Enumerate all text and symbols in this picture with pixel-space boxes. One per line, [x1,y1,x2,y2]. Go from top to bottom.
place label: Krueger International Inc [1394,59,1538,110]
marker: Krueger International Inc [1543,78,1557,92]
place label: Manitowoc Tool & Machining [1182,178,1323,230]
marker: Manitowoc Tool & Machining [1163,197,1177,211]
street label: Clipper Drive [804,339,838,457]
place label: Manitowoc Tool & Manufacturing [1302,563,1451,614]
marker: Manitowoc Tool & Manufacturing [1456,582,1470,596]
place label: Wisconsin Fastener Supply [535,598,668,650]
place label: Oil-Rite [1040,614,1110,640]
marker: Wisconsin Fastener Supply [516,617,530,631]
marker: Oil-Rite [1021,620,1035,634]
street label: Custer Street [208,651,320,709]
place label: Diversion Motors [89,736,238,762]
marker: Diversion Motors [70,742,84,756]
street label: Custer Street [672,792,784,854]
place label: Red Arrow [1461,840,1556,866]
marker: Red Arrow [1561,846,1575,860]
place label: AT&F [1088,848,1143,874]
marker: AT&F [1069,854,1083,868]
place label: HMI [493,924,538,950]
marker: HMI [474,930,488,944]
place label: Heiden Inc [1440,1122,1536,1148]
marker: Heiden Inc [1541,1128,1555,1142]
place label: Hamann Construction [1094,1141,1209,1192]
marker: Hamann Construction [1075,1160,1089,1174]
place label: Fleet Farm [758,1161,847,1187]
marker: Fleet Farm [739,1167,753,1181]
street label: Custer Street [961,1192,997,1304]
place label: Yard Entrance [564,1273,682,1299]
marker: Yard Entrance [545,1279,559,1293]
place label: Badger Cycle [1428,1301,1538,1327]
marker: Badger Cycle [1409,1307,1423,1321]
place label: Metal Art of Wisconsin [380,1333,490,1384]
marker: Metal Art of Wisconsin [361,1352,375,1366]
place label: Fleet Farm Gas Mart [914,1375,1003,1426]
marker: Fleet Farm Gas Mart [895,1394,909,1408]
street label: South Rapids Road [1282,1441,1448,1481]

Work instructions =>
Output all the lines above. Keep each one exact.

Response to this exercise =>
Enumerate all text and symbols in this picture with pixel-space boxes. One per line, [x1,y1,x2,y2]. Go from top to bottom.
place label: Krueger International Inc [1394,59,1538,110]
marker: Krueger International Inc [1543,78,1557,92]
place label: Manitowoc Tool & Machining [1182,178,1323,230]
marker: Manitowoc Tool & Machining [1163,197,1177,211]
street label: Clipper Drive [804,339,838,457]
place label: Manitowoc Tool & Manufacturing [1302,563,1451,614]
marker: Manitowoc Tool & Manufacturing [1456,582,1470,596]
place label: Wisconsin Fastener Supply [535,598,668,650]
place label: Oil-Rite [1040,614,1110,640]
marker: Wisconsin Fastener Supply [516,617,530,631]
marker: Oil-Rite [1021,620,1035,634]
street label: Custer Street [208,651,320,709]
place label: Diversion Motors [89,736,238,762]
marker: Diversion Motors [70,742,84,756]
street label: Custer Street [672,792,784,854]
place label: Red Arrow [1461,840,1556,866]
marker: Red Arrow [1561,846,1575,860]
place label: AT&F [1088,848,1143,874]
marker: AT&F [1069,854,1083,868]
place label: HMI [493,924,538,950]
marker: HMI [474,930,488,944]
place label: Heiden Inc [1440,1122,1536,1148]
marker: Heiden Inc [1541,1128,1555,1142]
place label: Hamann Construction [1094,1141,1209,1192]
marker: Hamann Construction [1075,1160,1089,1174]
place label: Fleet Farm [758,1161,847,1187]
marker: Fleet Farm [739,1167,753,1181]
street label: Custer Street [961,1192,997,1304]
place label: Yard Entrance [564,1273,682,1299]
marker: Yard Entrance [545,1279,559,1293]
place label: Badger Cycle [1428,1301,1538,1327]
marker: Badger Cycle [1409,1307,1423,1321]
place label: Metal Art of Wisconsin [380,1333,490,1384]
marker: Metal Art of Wisconsin [361,1352,375,1366]
place label: Fleet Farm Gas Mart [914,1375,1003,1426]
marker: Fleet Farm Gas Mart [895,1394,909,1408]
street label: South Rapids Road [1282,1441,1448,1481]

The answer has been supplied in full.